Впрочем, на людях тетушка твердо отстаивала мнение, что детей не следует наказывать, ибо проказы их – пустяки, из-за которых не стоит расстраиваться; в ответ я, при всей своей наивности, возражал плачущим голосом: «А зачем же ты меня щиплешь?», не подозревая, конечно, о том, что с ее стороны это были вовсе не щипки, а отчаянные попытки ухватиться за что-нибудь, лишь бы не рухнуть в разверзающуюся перед ней бездну истерии.
Было бы уместно спросить, почему домашние тяготы в нашей семье были распределены так, а не иначе – то есть почему бы тетушке не заниматься кастрюлями, а матери – мною.

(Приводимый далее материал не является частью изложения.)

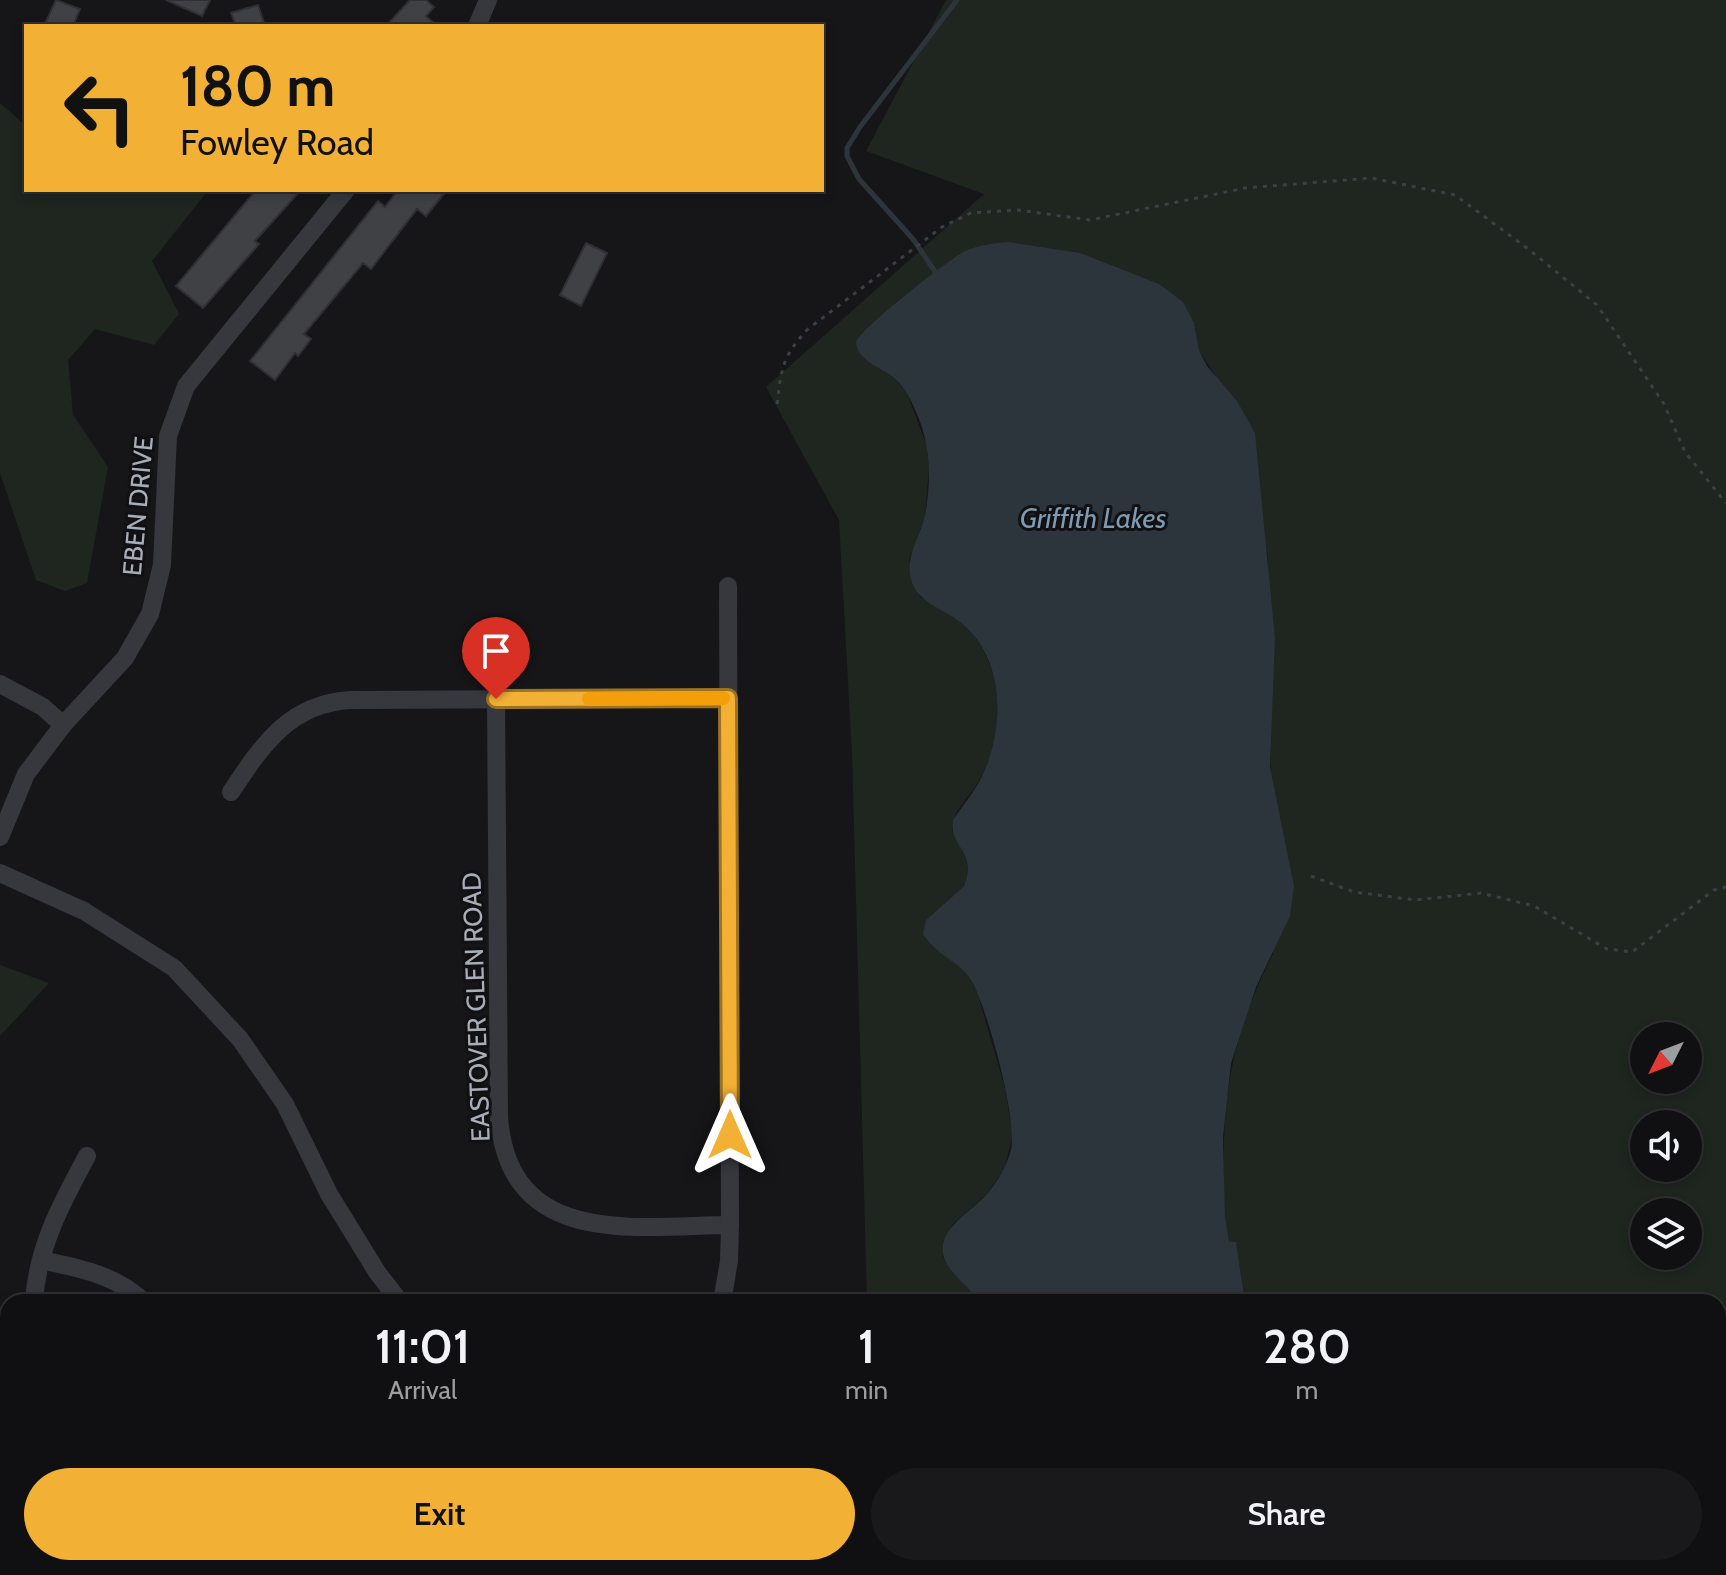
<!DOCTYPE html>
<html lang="en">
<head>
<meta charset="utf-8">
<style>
  body { margin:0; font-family:Cabin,sans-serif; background:#19191b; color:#f1f3f6; height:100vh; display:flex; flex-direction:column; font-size:30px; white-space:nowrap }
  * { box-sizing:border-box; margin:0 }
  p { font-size:26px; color:#9c9d9f }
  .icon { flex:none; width:44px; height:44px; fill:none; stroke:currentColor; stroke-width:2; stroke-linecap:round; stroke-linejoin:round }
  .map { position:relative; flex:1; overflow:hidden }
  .drawer { position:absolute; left:0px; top:1294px; width:1726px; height:282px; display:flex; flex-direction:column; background:#101012; border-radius:24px 24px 0 0; box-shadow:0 4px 12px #0003,0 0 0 2px #303032 }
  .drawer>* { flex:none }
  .top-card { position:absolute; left:24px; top:24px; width:800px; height:168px; border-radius:0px; box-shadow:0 4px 12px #0003,0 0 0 2px #303032; background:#f2b134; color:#111; overflow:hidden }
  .needle { width:52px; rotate:228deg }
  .fabs { position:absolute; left:1630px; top:1022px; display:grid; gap:16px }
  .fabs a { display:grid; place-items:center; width:72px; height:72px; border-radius:50%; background:#101012; box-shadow:0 4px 12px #0003,0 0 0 2px #303032; font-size:40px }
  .pin { position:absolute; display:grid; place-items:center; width:68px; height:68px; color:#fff; margin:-82px -34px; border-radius:50% 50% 50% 0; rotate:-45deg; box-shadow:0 0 8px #0007 }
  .pin .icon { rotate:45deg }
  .me { position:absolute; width:88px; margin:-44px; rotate:0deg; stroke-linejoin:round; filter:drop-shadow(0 0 6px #0008) }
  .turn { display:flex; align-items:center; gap:28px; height:168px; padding:0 24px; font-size:36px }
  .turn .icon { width:104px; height:104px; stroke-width:2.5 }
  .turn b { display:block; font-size:56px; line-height:68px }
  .eta { display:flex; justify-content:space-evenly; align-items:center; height:136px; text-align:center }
  .eta b { font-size:48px; font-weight:600; line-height:56px }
  .button { display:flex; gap:16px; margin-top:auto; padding:16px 24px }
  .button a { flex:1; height:92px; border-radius:48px; background:#f2b134; color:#111; font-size:32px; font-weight:600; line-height:92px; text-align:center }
  .button a+a { background:#19191b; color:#f1f3f6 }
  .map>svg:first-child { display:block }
  .green { fill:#1e261f; fill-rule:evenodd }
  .water { fill:#2c353c }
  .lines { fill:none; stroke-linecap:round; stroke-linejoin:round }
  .stream { stroke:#2c353c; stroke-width:5 }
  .building { fill:#404145; stroke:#303034; stroke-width:2 }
  .path { stroke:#3d3f44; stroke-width:3; stroke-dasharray:4 6; stroke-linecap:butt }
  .street { stroke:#37383d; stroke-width:18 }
  .route-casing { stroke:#9d7322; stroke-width:20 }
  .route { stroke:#f2b134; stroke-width:14 }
  .slow { stroke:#f59e0b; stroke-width:14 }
  .labels { text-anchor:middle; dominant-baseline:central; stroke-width:6; stroke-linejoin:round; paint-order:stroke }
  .street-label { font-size:26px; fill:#a8adb8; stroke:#111113 }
  .water-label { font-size:28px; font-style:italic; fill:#7f9bb3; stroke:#111113 }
</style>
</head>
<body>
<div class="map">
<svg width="1726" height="1575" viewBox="0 0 1726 1575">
  <rect width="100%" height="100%" fill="#161618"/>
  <g class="green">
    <path d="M946,0H1726V1575H1301L1300,1568H1718V1302H1245L1236,1243L1229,1242C1223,1222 1224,1201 1224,1181C1222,1094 1233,1031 1273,954L1268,561L1259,501L1257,454L1237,401L1221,385L1199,350L1194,323L954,258L896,302L864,358L894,378L906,391L927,446L929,469L925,516L909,560L920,597C934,605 950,613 962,623C1004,660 1007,731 981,777C974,791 960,803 954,818C944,841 978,849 964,886L926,920L970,978L978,995L1005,1088L1013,1136L1004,1169L987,1194L952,1225L943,1257L979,1302H867L852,754L839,520L766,387L984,194L866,151ZM1644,1036H1688V1080H1644ZM1644,1124H1688V1168H1644ZM1644,1212H1688V1256H1644Z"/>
    <polygon points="0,103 26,126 26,190 205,190 206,193 152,261 179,314 154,345 95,329 68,360 73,415 108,467 87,583 65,591 36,580 0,473"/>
    <polygon points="0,965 49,983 0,1036"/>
    <polygon points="710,1568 1158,1568 1165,1575 693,1575"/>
  </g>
  <g class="water">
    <path d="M1008,242L1080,253L1159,284L1183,302L1194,323L1199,350L1207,366L1237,401L1255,433L1275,638L1270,767L1294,886L1290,916L1256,987L1231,1063L1223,1137L1225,1217L1229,1242H1236L1245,1302H979C970,1287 952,1276 945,1260C933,1230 972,1212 988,1193C998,1181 1007,1165 1011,1150C1018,1120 987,1007 971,980C961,962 938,957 923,934L926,920L964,886C978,850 948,847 953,820C963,805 976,790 983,774C1005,727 1005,657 960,622C944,609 916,602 911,579C905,556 920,537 925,515C931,483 931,450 919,419C913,404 906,388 894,378C881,367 857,361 856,342C862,327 948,260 965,251C979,245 994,243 1008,242Z"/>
    <polygon points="1158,1568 1300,1568 1301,1575 1165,1575"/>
  </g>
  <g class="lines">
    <g class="stream">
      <polyline points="933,278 936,273 913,239 859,179 847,156 847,148 860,127 957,0"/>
      <polyline points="908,1575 913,1568"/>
    </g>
  </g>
  <g class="building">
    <polygon points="56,0 80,9 73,26 44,26"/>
    <polygon points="166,0 210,0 202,16"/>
    <polygon points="410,0 426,0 434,7 426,16 437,26 386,26"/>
    <polygon points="258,5 265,26 236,26 231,13"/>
    <polygon points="256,190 301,190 255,241 259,244 203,308 176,286"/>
    <polygon points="398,190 447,190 426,216 417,209 371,269 363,263 304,334 311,339 298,356 295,353 275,380 250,361 378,201 385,207"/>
    <polygon points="586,243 607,253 581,306 560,295"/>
  </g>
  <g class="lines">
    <g class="path">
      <path d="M777,404C781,369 783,355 808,329L942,227L971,213L1018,210L1090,220L1245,188L1371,178L1455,195L1527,248L1597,305L1664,404L1685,452L1726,503"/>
      <polyline points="1311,876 1354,892 1416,900 1481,893 1534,906 1607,949 1632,952 1714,890 1726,887"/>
    </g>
    <g class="street">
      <polyline points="477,26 488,0"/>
      <polyline points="0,684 43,707 63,725"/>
      <path d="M496,699L499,1117C509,1249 636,1226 730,1225"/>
      <path d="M231,792C262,745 290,703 351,700L728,698"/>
      <polyline points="0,837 26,774 63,725 125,658 150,614 162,565 168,436 186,386 346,190"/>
      <polyline points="0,873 84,911 174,968 240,1039 285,1104 329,1194 377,1272 400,1302"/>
      <path d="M41,1260C78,1268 115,1274 144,1302"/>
      <path d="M34,1302C37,1248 62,1202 87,1156"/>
      <polyline points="722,1302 729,1261 730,1225 728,586"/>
      <polyline points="77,1568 84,1575"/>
      <polyline points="419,1568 427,1575"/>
      <polyline points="507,1575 513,1568"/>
    </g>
  </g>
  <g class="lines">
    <g class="route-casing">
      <polyline id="route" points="496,699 728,698 730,1135"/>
    </g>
    <use href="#route" class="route"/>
    <polyline class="slow" points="589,699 723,698"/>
  </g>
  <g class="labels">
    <g class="street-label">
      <text transform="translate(138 506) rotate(-85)">EBEN DRIVE</text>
      <text transform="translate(476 1007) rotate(-92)">EASTOVER GLEN ROAD</text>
    </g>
    <g class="water-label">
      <text x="1093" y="518">Griffith Lakes</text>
    </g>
  </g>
</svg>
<div class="fabs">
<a><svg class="needle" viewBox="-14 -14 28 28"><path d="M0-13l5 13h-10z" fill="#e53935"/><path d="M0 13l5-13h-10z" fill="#9c9d9f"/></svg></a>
<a><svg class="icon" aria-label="sound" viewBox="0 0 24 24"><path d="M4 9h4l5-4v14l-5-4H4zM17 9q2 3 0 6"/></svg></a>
<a><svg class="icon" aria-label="layers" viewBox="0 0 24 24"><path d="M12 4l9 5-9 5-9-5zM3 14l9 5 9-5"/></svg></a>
</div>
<div class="pin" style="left:496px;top:699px;background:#d93025"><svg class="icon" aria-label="arrive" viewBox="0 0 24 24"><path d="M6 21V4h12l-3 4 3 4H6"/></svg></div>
<svg class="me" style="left:730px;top:1135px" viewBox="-20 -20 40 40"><path d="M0-17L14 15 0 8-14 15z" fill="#f2b134" stroke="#fff" stroke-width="4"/></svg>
<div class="top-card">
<div class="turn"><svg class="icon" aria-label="left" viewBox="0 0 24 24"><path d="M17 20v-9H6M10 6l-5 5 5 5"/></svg><div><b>180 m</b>Fowley Road</div></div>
</div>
<section class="drawer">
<div class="eta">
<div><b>11:01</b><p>Arrival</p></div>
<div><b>1</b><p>min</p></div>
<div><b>280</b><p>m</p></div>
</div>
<div class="button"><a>Exit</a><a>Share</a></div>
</section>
</div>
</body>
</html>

Но это был бы риторический вопрос, потому что мать нуждалась именно в кастрюлях, а тетушка нуждалась именно во мне. Эта старая дева видела во мне единственное средство для самоутверждения – как-никак она распоряжалась мужчиной, пусть малолетним, командовала им как хотела, тиранила его и таким образом доказывала и себе самой, и всему свету, что ее женский инстинкт, так же как и материнский, не пропал втуне.
Несколько позже на педагогическую вахту встал отец. Не потому, что ему некуда было девать время, – его, вероятно, раздражало то, что тетушка, по его словам, начиняла мне голову всевозможными глупостями, в том числе религиозными. Вмешательство отца пошло мне на пользу, поскольку до некоторой степени ограждало меня от тетушкиных истерик, но и во вред, потому что именно с этой поры я начал ощущать порядок со всей его неумолимостью. Порядок, установленный отцом, должен был стать законом и для меня, обретенные им привычки должны были стать и моими привычками, идеи, принципы – все мне давалось в готовом виде, чтобы я не ломал над ними голову или не свернул, упаси бог, с прямого пути.
Помнится, как однажды после классного сочинения по литературе я осмелился сказать учителю:
– Вы мне поставили тройку…
– А ты чего ожидал? – Он смерил меня недовольным взглядом. – Я тут в лепешку расшибаюсь, доказывая, что надо, а ты пишешь, что тебе заблагорассудится.
– Я пытаюсь думать самостоятельно…
– Не похоже.
– Дать свою оценку…
– Если на алгебре ты ответишь не по учебнику, что тебе поставят? Решений может быть сколько угодно, но правильно – только одно.
– Да это ведь литература, не алгебра!
– Ну и что? Неужто литература – сплошной произвол?
Дома, за обедом, я рассказал о случившемся.
– Вечно ты делаешь все наоборот, Тони, – добродушно заметила мама.
Отец молчал, и можно было бы предположить, что он едва ли согласен с учителем. Но он сухо заметил:
– Пока ты в школе, придется делать, как тебе велят. Вот закончишь учение – тогда поступай по своему усмотрению.